Virtual reality game can greatly help stroke victims


At 74-years-old, Beale Hughes doesn't play quite as much beach volleyball as she might like, but her avatar does.

Beale is rehabbing from cancer at the Rheem Valley Convalescent Hospital in Contra Costa County. She's strengthening her balance with the help of a new interactive exercise system called the Omni-VR.

"It feels, believe it or not, like fun," said Hughes.

As Beale moves, an infrared camera mounted on top of the monitor is capturing her entire body in 3D. Her movements are then relayed via software to her avatar -- the character playing the game on the screen. When Beale twists, bends and moves her arms, the avatar does the same.

"I'm a little tired, but happily so," said Hughes.

Ernie Escovido is an occupational therapist with Accelerated Care Plus, the company that developed the system. He says the games engage the patient's upper and lower bodies far more than simple gaming controls used in earlier systems, encouraging them to stretch and move in natural motion.

"It enables us to really engage the patient's true movements and then drive the actual rehab programs we're using," said Escovido.

Beale needs the help of a therapist to complete some of the movements, but says she's already made strides using the system.

"like my friends who come and visit, noticed a difference in my balance.
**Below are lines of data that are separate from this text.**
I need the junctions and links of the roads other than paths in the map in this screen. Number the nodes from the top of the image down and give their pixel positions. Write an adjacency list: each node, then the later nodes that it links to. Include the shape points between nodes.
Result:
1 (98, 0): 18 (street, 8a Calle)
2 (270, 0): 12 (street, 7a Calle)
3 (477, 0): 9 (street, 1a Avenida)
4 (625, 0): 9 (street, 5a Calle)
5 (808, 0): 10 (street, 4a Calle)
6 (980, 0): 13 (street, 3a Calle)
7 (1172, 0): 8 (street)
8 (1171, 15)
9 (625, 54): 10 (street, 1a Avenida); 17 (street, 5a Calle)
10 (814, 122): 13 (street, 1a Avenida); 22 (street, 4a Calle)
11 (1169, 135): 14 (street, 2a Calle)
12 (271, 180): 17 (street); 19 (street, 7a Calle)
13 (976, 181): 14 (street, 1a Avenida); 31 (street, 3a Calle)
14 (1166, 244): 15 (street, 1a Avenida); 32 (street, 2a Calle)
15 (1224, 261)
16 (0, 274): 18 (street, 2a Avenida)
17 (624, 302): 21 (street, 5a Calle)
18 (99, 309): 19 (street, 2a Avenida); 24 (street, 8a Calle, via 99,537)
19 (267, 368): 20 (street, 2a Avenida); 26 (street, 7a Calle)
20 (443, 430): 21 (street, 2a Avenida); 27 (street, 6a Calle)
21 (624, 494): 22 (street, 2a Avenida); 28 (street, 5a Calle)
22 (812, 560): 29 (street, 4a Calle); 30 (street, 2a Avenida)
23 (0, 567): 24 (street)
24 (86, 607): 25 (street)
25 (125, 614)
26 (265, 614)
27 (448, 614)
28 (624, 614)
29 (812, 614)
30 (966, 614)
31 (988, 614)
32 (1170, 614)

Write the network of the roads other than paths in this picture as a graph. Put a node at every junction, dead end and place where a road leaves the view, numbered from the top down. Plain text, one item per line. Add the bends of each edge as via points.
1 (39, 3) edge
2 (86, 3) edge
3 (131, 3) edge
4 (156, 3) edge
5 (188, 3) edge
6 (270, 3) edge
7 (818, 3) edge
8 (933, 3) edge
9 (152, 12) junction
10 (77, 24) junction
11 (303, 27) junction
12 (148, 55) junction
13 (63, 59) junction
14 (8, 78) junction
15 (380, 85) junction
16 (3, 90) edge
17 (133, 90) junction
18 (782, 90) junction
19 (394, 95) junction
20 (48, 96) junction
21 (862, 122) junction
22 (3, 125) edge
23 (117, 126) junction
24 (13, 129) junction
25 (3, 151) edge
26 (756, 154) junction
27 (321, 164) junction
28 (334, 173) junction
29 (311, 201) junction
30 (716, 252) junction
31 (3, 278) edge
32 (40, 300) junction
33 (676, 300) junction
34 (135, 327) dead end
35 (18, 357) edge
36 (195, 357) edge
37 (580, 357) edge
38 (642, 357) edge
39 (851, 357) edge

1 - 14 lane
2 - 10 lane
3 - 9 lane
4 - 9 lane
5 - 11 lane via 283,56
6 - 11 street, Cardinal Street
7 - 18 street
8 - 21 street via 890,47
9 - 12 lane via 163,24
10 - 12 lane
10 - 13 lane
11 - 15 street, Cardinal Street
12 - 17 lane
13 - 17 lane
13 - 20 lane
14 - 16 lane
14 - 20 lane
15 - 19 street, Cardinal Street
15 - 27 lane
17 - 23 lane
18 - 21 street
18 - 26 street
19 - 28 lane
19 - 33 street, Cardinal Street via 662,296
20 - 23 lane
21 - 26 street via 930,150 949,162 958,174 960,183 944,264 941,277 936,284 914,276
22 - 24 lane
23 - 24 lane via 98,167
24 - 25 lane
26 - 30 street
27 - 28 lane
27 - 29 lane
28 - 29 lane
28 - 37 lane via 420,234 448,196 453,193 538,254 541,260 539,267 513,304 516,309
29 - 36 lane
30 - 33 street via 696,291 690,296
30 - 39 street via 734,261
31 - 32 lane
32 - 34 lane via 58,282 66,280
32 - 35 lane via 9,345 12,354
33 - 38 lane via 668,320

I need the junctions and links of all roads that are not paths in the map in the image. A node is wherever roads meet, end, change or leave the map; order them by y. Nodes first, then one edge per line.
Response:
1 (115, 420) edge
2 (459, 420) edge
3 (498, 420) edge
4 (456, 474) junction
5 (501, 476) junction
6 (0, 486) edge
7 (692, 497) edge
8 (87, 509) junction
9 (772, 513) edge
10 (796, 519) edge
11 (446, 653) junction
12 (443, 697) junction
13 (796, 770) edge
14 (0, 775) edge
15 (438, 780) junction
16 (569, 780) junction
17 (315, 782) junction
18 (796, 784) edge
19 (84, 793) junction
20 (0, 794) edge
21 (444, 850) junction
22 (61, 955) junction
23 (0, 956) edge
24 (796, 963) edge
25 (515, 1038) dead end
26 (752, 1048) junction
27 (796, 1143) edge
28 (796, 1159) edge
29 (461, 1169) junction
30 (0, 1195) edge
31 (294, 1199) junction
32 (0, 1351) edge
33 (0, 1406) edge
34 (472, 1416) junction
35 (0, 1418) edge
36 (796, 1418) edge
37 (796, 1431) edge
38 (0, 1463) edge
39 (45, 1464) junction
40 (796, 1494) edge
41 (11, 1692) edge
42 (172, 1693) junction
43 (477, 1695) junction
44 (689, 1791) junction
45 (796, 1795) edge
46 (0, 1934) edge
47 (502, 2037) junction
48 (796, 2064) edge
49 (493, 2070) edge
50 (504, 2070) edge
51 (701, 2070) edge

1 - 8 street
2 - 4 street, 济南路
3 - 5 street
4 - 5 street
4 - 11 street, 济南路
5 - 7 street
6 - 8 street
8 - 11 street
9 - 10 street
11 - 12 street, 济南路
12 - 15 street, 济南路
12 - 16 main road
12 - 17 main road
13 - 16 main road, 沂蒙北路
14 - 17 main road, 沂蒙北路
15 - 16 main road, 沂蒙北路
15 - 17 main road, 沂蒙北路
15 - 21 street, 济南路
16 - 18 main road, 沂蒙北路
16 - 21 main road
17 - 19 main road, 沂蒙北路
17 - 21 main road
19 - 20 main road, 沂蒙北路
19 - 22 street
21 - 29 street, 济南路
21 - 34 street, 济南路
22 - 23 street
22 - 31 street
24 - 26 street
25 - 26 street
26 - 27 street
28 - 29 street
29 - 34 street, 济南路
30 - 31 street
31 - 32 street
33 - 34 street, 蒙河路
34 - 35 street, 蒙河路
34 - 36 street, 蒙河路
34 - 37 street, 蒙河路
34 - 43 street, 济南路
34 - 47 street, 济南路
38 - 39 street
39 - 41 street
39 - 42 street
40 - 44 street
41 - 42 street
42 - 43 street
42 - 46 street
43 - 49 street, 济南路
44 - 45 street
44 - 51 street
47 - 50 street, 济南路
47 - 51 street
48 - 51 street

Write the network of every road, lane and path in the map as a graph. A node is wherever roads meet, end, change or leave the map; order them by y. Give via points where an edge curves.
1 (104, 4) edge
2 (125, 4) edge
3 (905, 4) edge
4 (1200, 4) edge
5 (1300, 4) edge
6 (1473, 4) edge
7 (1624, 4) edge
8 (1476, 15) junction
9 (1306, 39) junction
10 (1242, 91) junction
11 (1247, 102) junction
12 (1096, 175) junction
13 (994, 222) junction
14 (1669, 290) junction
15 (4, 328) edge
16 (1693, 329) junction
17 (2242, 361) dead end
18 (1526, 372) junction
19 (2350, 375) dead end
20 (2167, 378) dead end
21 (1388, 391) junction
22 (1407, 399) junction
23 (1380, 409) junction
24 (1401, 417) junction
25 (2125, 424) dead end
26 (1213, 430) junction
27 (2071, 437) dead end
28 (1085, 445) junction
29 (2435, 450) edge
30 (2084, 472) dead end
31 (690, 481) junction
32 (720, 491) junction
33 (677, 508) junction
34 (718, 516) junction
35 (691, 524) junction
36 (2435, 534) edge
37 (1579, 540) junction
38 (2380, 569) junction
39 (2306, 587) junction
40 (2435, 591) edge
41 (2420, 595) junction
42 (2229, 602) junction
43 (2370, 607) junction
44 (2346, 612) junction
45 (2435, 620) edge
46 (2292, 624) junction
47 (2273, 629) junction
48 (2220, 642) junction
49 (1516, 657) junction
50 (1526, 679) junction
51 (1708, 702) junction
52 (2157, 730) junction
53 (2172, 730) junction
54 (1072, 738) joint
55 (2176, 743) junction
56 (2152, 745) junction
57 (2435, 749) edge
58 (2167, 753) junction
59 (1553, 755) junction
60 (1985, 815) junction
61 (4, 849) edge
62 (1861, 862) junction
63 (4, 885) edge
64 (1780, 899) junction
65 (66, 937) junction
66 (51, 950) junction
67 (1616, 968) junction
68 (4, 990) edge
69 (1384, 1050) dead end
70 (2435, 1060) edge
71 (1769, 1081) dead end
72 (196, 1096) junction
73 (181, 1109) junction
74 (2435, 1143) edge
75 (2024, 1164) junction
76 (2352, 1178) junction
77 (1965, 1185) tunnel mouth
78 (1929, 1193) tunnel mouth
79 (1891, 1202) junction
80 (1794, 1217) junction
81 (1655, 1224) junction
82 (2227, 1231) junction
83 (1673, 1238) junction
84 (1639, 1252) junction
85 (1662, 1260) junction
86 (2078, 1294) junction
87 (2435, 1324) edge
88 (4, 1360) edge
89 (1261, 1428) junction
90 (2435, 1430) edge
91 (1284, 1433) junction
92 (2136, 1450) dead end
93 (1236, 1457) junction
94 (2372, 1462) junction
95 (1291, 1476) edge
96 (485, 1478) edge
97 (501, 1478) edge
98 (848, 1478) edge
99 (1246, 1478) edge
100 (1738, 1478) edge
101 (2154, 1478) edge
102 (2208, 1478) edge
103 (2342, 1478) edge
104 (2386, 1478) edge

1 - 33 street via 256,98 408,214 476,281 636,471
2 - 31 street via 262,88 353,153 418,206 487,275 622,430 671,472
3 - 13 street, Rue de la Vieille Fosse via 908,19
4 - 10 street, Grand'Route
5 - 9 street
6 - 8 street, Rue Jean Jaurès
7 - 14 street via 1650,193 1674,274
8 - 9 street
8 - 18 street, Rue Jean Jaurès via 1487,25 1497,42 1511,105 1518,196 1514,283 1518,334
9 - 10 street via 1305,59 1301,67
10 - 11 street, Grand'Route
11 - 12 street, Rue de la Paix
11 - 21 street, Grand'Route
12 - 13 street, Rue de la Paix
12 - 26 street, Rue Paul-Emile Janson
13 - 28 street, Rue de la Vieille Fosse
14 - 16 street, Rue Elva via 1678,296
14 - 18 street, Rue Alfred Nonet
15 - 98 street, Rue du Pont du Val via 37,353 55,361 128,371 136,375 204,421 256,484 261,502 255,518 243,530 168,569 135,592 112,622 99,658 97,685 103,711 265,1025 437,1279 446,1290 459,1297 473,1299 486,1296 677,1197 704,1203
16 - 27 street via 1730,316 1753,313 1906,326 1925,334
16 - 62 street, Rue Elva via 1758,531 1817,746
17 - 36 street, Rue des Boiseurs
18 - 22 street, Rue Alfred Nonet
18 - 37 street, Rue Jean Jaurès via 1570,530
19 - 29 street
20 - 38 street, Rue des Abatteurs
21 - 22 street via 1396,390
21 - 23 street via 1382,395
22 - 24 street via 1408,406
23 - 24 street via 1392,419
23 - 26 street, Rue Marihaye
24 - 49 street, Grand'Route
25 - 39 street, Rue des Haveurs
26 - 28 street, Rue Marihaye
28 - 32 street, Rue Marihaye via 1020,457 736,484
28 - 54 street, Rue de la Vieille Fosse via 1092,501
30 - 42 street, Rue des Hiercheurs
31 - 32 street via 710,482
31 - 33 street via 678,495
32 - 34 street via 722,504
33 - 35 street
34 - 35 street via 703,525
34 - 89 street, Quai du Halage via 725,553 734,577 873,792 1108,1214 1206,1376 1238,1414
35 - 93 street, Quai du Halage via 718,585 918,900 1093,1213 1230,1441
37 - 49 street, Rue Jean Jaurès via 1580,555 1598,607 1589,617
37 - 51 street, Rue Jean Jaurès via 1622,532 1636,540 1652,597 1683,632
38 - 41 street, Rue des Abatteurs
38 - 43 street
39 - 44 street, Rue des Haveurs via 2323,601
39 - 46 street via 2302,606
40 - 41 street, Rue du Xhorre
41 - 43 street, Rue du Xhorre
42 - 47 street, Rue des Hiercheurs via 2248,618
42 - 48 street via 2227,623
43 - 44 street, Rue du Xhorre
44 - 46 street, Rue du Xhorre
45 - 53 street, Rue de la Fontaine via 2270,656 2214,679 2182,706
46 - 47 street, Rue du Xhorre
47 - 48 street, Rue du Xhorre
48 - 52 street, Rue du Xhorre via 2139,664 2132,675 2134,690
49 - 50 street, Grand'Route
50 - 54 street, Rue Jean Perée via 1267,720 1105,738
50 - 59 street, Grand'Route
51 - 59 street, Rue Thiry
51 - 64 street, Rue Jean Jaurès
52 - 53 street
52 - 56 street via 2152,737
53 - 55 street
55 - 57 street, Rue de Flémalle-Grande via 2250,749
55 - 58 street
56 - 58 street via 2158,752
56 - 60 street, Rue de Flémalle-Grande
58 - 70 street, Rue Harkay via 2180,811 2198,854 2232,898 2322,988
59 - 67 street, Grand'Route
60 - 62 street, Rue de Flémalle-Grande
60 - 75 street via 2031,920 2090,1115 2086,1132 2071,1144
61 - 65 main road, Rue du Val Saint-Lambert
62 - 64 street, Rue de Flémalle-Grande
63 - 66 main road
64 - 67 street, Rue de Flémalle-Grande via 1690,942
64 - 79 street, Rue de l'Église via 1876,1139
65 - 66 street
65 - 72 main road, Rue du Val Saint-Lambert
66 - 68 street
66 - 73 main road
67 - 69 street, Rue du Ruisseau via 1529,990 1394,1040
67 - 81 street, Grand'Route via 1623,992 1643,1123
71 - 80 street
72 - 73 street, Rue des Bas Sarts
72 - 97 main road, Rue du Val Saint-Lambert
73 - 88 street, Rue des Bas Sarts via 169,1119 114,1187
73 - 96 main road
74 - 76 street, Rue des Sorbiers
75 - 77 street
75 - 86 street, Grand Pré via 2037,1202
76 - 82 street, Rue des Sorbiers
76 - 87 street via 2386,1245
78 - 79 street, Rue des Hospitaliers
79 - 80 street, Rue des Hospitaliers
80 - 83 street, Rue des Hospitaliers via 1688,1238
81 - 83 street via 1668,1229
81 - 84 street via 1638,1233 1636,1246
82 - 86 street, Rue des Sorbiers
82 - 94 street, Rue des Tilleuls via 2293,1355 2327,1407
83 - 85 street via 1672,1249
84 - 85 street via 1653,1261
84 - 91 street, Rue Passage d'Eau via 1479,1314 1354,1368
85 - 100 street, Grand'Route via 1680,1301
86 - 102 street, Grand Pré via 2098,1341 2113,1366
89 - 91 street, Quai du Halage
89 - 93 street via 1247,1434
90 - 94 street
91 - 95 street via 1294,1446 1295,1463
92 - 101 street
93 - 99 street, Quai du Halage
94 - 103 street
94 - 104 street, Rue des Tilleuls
You have to have balance and I certainly need more of it," said Hughes.

There is new research backing this type of rehab. A study from the University of Toronto found using virtual reality games led to significant improvement in patients who suffered a stroke. They found that patients who played virtual reality games in therapy had nearly a five time higher chance of recovering strength in their limbs than patients who did not.